Explosive shells in scrap metals is one thing. Extremely toxic metals quite another
Slow, but sure, poisons
India has decided to play with the tools of the devil. It wants to import huge amounts of mercury, which the rest of the world is quickly phasing out (as it is highly toxic and dangerous). But why should this deter us?
The import of mercury waste and mercury waste compounds as constituents or contaminants is completely banned under the hazardous waste rules. But the problem is that even as we ban waste imports, we import huge amounts of mercury compounds. Mercury is a hazardous substance. But more importantly mercury is recyclable.
Therefore, it is impossible to say what we have imported as mercury is recycled waste or a virgin mineral.
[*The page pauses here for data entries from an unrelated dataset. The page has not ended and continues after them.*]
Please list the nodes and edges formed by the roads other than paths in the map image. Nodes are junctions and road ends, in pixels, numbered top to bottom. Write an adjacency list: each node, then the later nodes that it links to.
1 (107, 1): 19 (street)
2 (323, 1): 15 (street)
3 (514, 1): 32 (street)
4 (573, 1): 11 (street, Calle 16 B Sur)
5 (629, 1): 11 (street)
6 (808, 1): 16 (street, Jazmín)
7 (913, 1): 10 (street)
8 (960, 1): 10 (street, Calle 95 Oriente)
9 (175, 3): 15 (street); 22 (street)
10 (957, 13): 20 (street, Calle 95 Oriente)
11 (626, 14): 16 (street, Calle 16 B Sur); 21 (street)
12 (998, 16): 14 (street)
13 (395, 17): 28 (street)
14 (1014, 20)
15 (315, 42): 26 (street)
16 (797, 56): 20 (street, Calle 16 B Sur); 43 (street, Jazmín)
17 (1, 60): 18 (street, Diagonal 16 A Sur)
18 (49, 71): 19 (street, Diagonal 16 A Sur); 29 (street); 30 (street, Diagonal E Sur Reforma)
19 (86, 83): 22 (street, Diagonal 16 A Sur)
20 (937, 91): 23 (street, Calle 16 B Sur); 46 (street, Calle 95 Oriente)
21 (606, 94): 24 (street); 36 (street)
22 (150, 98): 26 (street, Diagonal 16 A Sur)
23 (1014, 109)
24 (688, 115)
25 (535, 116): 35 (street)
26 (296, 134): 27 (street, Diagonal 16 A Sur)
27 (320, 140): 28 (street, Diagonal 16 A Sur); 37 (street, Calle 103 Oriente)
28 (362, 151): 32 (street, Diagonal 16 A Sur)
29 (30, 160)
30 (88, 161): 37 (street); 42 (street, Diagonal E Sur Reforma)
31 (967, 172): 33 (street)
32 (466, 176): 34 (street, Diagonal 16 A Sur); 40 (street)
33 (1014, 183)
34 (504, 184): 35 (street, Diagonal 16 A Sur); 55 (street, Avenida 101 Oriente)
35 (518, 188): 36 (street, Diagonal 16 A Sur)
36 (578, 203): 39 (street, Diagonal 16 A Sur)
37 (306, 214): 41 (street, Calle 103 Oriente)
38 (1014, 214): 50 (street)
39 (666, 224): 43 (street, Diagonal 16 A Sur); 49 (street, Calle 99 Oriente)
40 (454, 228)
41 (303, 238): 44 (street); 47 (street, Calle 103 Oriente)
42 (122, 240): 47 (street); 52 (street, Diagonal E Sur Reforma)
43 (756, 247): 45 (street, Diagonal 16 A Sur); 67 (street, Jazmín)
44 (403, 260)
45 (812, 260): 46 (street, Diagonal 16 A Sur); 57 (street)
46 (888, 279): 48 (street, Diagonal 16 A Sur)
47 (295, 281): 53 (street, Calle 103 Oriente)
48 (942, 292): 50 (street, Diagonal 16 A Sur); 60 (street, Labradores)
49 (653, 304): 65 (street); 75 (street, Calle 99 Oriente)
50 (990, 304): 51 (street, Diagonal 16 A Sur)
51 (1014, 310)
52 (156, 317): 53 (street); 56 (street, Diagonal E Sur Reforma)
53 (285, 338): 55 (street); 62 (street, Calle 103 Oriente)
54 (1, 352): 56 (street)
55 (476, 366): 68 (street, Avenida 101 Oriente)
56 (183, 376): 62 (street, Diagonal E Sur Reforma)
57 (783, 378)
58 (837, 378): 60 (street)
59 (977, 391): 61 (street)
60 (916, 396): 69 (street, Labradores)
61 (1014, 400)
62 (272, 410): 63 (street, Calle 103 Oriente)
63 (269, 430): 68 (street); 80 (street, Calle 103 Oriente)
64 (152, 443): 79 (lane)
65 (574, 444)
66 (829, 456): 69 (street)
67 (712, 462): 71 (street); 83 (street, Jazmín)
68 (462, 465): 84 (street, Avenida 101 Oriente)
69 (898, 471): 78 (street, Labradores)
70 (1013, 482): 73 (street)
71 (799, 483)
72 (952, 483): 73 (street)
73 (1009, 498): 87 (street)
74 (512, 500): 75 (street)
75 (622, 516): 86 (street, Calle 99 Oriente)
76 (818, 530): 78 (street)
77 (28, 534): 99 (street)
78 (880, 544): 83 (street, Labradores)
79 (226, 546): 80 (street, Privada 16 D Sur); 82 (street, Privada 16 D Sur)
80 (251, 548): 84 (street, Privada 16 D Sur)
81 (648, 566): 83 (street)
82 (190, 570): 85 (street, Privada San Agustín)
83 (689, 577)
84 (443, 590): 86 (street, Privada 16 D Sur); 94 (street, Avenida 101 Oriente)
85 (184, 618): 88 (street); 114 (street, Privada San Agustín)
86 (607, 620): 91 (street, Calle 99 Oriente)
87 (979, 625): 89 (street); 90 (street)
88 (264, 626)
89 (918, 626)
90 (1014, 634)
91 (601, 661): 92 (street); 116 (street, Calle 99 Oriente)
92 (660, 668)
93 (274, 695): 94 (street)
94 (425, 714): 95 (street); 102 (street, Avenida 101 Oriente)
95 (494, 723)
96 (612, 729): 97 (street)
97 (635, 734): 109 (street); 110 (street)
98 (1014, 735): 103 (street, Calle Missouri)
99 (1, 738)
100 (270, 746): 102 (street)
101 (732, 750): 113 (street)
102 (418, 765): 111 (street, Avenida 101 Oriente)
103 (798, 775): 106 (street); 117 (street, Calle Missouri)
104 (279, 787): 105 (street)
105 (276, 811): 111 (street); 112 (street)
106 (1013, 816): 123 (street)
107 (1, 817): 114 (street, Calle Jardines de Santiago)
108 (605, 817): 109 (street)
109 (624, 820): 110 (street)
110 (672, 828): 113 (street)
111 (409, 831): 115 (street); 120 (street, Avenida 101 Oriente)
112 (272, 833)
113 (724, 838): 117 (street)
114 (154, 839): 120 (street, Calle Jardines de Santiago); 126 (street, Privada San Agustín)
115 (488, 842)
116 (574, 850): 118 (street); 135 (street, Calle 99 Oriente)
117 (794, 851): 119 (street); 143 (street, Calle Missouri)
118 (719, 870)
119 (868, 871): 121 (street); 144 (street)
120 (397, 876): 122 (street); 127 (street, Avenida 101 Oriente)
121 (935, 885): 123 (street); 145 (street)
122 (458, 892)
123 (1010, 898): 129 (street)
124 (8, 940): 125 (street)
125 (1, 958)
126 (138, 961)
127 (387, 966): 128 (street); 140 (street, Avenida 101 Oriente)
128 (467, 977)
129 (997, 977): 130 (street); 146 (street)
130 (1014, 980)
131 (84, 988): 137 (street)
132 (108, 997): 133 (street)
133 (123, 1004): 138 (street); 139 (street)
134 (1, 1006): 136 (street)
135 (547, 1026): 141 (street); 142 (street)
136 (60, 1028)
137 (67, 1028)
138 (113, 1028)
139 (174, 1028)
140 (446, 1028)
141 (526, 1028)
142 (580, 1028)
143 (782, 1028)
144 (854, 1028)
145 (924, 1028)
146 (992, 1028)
For instance, as huge industrial units based on mercury are being phased out in Europe and the US, these countries do not know what to do with their mercury. Spain is the key miner for the world and what is now being discussed is how the recycled waste of these phasing out countries can be sold on the world market as a primary mineral.
Mercury is one of the most toxic heavy metals and has several documented, serious impacts on human health. The metal and its compounds are especially harmful to the developing nervous system of children. Methylmercury, a common compound, readily breaches the placental barrier and the blood-brain barrier. It is severely neurotoxic, and impairs the developing brain.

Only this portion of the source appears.